- [Data supplied]:
#####
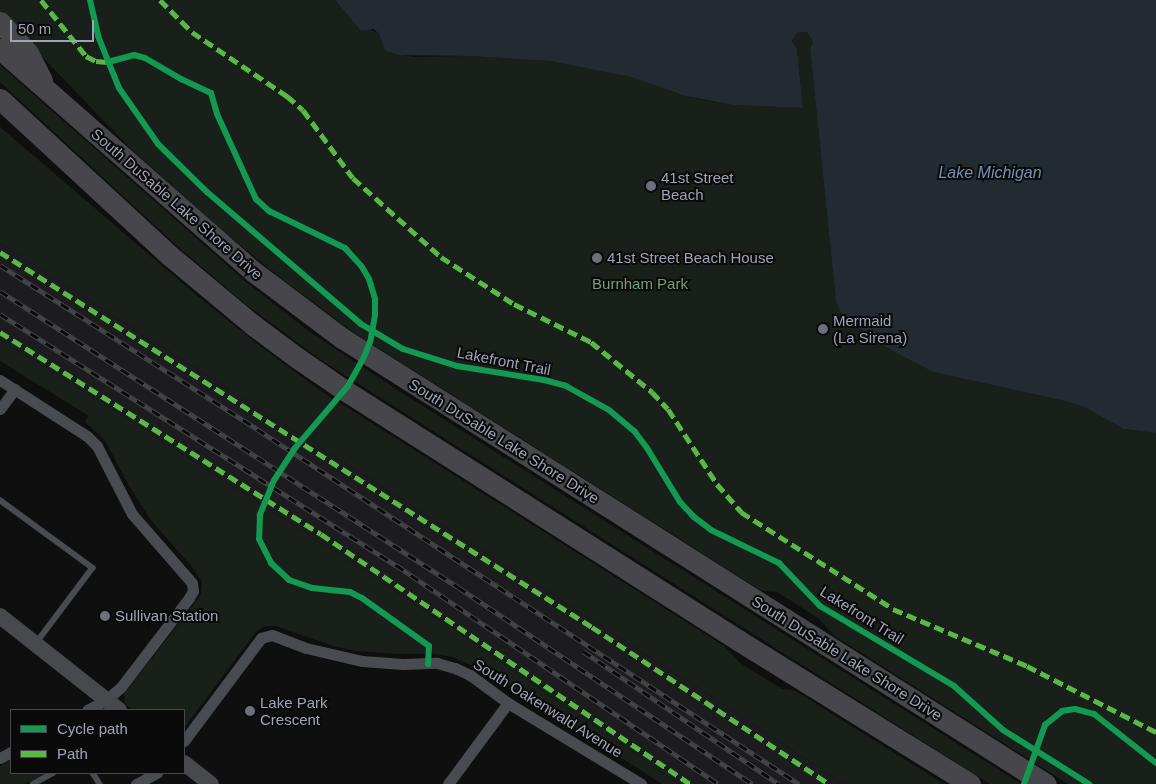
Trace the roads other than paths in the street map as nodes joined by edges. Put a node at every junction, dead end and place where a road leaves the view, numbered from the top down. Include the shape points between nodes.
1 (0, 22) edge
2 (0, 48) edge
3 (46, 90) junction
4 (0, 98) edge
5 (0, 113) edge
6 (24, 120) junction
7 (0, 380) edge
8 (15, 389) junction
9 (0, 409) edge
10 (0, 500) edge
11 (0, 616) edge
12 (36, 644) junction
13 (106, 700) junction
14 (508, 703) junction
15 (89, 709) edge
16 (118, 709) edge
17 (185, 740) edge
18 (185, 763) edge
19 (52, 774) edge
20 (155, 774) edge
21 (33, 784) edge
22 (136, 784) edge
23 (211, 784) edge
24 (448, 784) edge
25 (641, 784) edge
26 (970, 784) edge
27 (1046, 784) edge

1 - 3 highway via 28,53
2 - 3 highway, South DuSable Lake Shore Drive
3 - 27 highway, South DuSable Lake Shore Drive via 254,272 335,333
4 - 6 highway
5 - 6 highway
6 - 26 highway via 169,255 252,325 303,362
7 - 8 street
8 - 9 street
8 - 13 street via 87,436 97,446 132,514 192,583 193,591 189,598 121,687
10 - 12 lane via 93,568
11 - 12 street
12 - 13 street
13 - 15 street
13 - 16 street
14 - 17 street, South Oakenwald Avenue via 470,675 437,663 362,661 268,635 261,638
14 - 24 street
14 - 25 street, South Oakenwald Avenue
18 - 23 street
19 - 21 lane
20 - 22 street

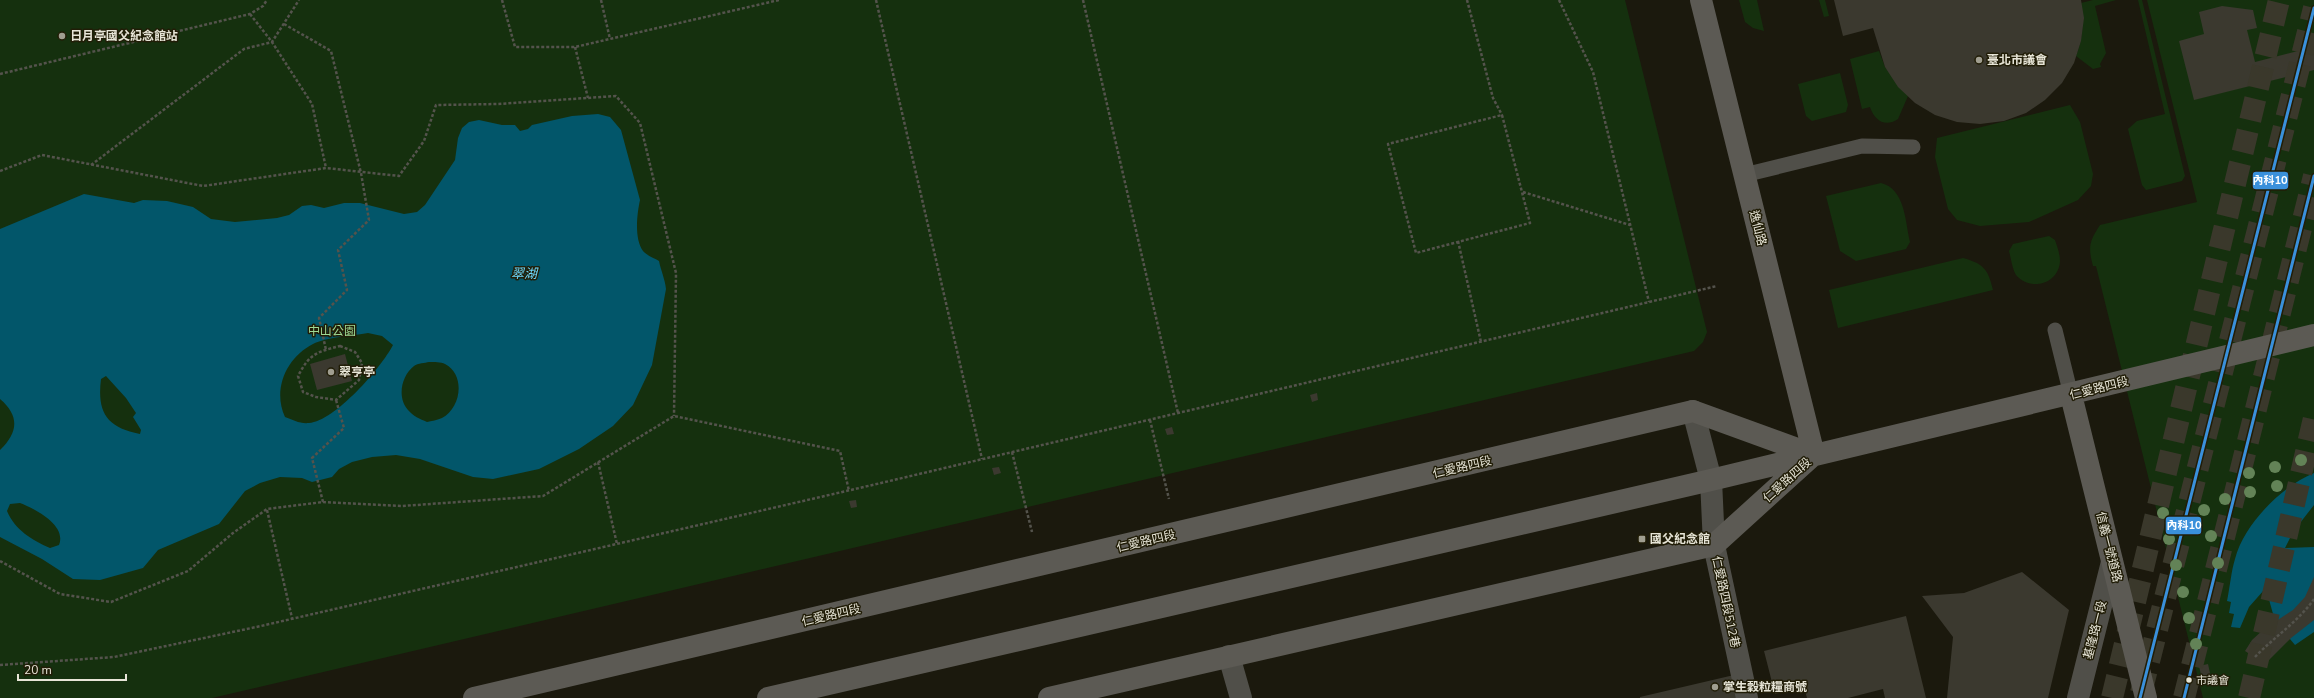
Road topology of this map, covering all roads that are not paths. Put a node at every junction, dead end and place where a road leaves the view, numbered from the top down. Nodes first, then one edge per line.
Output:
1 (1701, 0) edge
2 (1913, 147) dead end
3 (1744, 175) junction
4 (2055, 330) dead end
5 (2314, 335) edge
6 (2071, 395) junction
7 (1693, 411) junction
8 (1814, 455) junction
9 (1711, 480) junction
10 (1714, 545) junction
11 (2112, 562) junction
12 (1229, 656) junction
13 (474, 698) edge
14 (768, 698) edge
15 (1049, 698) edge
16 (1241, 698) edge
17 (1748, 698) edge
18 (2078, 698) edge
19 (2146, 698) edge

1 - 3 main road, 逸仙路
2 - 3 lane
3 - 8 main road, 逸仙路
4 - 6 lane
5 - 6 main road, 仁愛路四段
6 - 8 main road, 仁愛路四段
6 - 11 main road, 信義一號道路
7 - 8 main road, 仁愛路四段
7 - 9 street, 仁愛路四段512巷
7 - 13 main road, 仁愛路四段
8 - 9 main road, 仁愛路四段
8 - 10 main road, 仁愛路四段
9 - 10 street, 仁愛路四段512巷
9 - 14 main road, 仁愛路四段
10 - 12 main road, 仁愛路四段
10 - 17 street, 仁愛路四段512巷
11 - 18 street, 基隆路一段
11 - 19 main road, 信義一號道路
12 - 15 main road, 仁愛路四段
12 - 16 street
#####
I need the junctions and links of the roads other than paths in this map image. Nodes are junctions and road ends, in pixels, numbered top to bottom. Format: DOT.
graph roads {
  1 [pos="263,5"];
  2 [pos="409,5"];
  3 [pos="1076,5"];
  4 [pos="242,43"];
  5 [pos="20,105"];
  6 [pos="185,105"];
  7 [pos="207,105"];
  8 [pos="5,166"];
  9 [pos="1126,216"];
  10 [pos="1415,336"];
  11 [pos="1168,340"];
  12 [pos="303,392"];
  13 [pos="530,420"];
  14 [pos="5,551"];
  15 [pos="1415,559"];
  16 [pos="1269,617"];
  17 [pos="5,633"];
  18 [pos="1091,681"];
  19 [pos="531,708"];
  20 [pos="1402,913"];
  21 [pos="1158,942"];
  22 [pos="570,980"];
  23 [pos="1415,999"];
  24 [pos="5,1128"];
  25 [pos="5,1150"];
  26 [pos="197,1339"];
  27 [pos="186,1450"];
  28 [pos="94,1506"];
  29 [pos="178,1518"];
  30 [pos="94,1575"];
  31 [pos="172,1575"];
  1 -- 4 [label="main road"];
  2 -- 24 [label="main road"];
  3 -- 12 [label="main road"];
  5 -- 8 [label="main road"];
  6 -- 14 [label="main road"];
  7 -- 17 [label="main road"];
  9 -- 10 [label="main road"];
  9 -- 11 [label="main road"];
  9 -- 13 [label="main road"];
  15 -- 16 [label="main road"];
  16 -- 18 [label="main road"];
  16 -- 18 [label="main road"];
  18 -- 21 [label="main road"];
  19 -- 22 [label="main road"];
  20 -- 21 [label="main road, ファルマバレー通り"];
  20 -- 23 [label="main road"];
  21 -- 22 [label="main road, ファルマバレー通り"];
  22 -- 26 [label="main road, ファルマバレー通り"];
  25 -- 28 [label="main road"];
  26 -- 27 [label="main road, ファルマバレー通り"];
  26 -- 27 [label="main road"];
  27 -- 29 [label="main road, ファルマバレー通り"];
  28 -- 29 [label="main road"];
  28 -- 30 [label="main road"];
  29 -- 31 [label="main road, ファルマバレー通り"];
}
#####
Using the data above, output the line that has "Trace the roads", the line that has "Road topology of", and whatever lines fall between, each exactly as it stands and without pictures.

- [Exercise result]:
Trace the roads other than paths in the street map as nodes joined by edges. Put a node at every junction, dead end and place where a road leaves the view, numbered from the top down. Include the shape points between nodes.
1 (0, 22) edge
2 (0, 48) edge
3 (46, 90) junction
4 (0, 98) edge
5 (0, 113) edge
6 (24, 120) junction
7 (0, 380) edge
8 (15, 389) junction
9 (0, 409) edge
10 (0, 500) edge
11 (0, 616) edge
12 (36, 644) junction
13 (106, 700) junction
14 (508, 703) junction
15 (89, 709) edge
16 (118, 709) edge
17 (185, 740) edge
18 (185, 763) edge
19 (52, 774) edge
20 (155, 774) edge
21 (33, 784) edge
22 (136, 784) edge
23 (211, 784) edge
24 (448, 784) edge
25 (641, 784) edge
26 (970, 784) edge
27 (1046, 784) edge

1 - 3 highway via 28,53
2 - 3 highway, South DuSable Lake Shore Drive
3 - 27 highway, South DuSable Lake Shore Drive via 254,272 335,333
4 - 6 highway
5 - 6 highway
6 - 26 highway via 169,255 252,325 303,362
7 - 8 street
8 - 9 street
8 - 13 street via 87,436 97,446 132,514 192,583 193,591 189,598 121,687
10 - 12 lane via 93,568
11 - 12 street
12 - 13 street
13 - 15 street
13 - 16 street
14 - 17 street, South Oakenwald Avenue via 470,675 437,663 362,661 268,635 261,638
14 - 24 street
14 - 25 street, South Oakenwald Avenue
18 - 23 street
19 - 21 lane
20 - 22 street

Road topology of this map, covering all roads that are not paths. Put a node at every junction, dead end and place where a road leaves the view, numbered from the top down. Nodes first, then one edge per line.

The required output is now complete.